Febrero menos tres días (Rivotril works)
Está ciudad está loca de atar.
Hoy en Eje 10 Sur San Jerónimo, un descamisado comerciante ambulante (sangre en el pecho, lonja chelera) persiguió a otro compinche, vendedor él de caballos de juguete, de esos con crines de fibra de henequén y cabeza de madera, por toda la avenida.
Por un momento, automovilistas y transeúntes (héme aquí incluido) nos quedamos helados.
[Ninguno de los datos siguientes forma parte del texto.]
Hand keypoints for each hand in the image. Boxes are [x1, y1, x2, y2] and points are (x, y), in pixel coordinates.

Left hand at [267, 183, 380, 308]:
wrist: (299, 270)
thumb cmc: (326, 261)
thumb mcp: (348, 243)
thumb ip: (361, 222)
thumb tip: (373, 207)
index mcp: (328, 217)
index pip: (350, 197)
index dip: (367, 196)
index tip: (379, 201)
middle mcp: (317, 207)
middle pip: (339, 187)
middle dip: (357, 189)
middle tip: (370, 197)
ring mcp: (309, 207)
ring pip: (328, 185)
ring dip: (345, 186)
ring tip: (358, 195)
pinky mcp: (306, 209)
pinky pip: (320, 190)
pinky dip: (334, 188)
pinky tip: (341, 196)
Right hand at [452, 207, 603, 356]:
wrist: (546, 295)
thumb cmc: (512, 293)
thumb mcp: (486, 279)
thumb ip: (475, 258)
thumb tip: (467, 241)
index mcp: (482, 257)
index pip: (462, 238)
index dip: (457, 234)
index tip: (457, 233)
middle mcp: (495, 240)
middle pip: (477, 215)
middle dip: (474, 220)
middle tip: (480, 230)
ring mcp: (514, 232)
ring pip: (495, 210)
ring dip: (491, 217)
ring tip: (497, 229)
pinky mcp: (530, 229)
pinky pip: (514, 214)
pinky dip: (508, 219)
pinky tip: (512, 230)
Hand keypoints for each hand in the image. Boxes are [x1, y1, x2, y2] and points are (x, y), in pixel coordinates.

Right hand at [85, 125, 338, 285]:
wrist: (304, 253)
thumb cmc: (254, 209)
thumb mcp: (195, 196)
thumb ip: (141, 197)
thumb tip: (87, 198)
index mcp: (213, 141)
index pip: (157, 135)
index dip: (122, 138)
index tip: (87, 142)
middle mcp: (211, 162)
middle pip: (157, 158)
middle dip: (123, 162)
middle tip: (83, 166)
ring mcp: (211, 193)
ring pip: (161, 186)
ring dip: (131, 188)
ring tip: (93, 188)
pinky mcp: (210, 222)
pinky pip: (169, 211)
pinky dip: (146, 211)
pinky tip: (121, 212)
Los dos hombres corrían atravesando raudos todos los carriles.
El perseguido gritaba sin parar. "¡Policía, policía!". Sus sollozos se perdían entre el ruido de los claxones y el clamor de la ciudad, con sonido a río de aguas revueltas.
La gente se asomaba por las ventanas de automóviles y microbuses, se hacía a un lado cuando los combatientes se batían en la acera, volteaba la cabeza a otro lado.
Y de pronto mi mente naufragó.
Y nadé a la deriva hasta terminar en una playa de arena caliente.
Y me despertó el beso y me miraron los ojos de mi amado.
Y fui feliz.
Y comprendí que en algún momento de nuestras vidas todos estamos locos.
Te amo.

4 Comentarios:
lo mas hermoso
estar loco de amor...
Charlyboy: No debería haber otra locura más que esa.
Sólo conocía a una persona que tomaba Clonazepam. Ahora son dos.
Ojalá que esté bien, Don Mandarino. Abrazos.
Imoq: Voy mucho mejor, Alex. Un abrazote.